Wenn Herr Kollege Kreyssig gerade daran Anstoß nahm, daß der Herr Wirtschaftsminister sagte, man solle die Weiche nicht auf eine sogenannte Austerity, auf eine Politik stellen, die darauf abziele, daß in Deutschland weniger Autos, weniger
Kühlschränke, weniger Erzeugnisse unserer hochverarbeitenden Industrien hergestellt würden, so möchte ich Herrn Kollegen Kreyssig erwidern, daß eine Politik der Austerity wirklich eine falsche Politik wäre. Wir können doch die ungeheuren Lasten, die wir zu tragen haben, nur dadurch tragbar machen, daß wir stets und ständig den Kuchen, von dem alles zehren will, vergrößern. Wir hätten niemals in den vergangenen Jahren die inzwischen bewilligten 3 1/2 Milliarden DM für die Kriegsopferversorgung, die dazu bewilligten 750 Millionen DM für die Regelung der Ansprüche der unter Art. 131 fallenden Personen aufbringen, wir hätten jetzt ebenfalls nicht die Erhöhung der Beamtengehälter und Pensionen durchführen können, wenn wir nicht zuerst die Plattform dafür durch eine ständige Ausweitung der Produktion gelegt hätten. Und glauben Sie mir auch, Herr Dr. Kreyssig: die nicht zu bestreitende Erhöhung der Löhne — und zwar nicht nur der nominellen, sondern vor allen Dingen der realen, die Sie zum Teil noch unter ungünstigsten volkswirtschaftlichen Voraussetzungen erzwungen haben; man hätte sie in geeigneteren Momenten viel reibungsloser für unsere Volkswirtschaft durchführen können — hätte niemals etwa unter den Verhältnissen der Zeit vor dem 21. Juni 1948 bewilligt werden können; auch sie haben ihre Basis nur in der von Ihnen so bekämpften Wirtschaftspolitik. Deshalb ist auch jetzt — das wird von unserer Fraktion voll unterschrieben - die richtige Politik die einer weiteren Ausweitung der Produktion und nicht einer versuchten Schrumpfung auf irgendeinem Gebiet. Auch damit wir die Möglichkeit zu einer größeren Wettbewerbsfähigkeit in der Ausfuhr haben, bedarf es einer ständigen Ausweitung der Produktion. Wir sind gegen alle Maßnahmen, die diese Ausweitung beeinträchtigen könnten.
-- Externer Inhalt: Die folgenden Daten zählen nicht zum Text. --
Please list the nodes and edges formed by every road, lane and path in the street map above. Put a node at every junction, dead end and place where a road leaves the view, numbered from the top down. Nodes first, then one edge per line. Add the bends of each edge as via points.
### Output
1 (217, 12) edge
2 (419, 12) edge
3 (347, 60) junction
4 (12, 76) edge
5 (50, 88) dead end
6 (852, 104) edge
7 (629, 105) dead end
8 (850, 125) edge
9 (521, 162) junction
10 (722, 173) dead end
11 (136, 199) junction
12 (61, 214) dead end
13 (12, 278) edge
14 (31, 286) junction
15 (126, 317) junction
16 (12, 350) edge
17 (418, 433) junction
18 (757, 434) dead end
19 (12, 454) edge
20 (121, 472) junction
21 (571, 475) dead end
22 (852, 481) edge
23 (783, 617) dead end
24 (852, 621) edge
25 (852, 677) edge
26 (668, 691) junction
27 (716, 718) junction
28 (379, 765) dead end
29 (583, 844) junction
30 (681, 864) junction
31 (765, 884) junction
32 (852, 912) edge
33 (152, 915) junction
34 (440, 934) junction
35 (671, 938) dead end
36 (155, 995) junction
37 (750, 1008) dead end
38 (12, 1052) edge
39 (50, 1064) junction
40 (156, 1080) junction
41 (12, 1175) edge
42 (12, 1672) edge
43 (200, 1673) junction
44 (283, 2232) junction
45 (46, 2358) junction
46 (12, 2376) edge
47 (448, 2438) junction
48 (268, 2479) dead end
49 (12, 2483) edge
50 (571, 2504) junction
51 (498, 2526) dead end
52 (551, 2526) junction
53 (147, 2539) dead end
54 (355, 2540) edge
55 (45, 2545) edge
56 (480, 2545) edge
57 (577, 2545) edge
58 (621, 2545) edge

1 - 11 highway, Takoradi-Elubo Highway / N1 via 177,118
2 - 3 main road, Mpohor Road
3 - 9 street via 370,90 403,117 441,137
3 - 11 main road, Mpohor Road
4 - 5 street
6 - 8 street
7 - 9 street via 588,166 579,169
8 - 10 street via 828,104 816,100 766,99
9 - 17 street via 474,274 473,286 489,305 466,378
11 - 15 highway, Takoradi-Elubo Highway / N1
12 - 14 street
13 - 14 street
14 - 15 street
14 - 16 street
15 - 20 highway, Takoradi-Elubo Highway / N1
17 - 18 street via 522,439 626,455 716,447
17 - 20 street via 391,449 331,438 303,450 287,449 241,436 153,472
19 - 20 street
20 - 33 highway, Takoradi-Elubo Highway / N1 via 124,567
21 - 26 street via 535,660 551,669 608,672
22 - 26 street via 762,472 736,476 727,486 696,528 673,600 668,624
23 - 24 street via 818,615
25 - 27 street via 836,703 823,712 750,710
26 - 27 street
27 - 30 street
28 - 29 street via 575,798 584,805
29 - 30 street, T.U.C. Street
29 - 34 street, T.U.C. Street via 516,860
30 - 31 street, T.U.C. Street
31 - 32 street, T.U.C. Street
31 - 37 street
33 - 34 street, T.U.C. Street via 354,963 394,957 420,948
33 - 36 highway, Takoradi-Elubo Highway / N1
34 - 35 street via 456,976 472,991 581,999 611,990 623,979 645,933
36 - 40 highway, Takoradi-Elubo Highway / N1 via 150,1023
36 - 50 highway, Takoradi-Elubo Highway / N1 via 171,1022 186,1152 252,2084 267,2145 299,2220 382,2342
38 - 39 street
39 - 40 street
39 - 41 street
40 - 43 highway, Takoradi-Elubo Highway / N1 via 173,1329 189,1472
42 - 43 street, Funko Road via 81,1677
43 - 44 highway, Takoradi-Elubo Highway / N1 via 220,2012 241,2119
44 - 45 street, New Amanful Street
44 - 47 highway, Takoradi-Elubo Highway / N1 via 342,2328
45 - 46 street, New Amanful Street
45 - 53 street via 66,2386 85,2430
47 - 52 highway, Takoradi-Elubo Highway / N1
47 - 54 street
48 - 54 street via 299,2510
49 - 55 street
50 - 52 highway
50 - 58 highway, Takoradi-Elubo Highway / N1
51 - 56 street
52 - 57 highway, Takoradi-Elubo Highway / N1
Sie haben weiter von dem „Fiasko unseres Außenhandels" gesprochen. Gerade auf diesem Gebiet ist doch wohl der erstaunlichste Beweis der gewachsenen deutschen Leistungsfähigkeit vor der ganzen Welt erfolgt: im Juni 1948 50 Millionen Mark Ausfuhr, und zwar im wesentlichen bestehend aus einem Zwangsexport von Holz und Kohle; im Juni 1950, dem Beginn der von Ihnen behaupteten Wendung, noch eine Ausfuhr von nur 600 Millionen DM im Monat; und jetzt um die Mitte dieses Jahres konstant 1,3 Milliarden DM pro Monat,
wobei allein die Fertigwarenausfuhr weit über die 600 Millionen DM Gesamtausfuhr vom Juni vorigen Jahres hinausgegangen ist.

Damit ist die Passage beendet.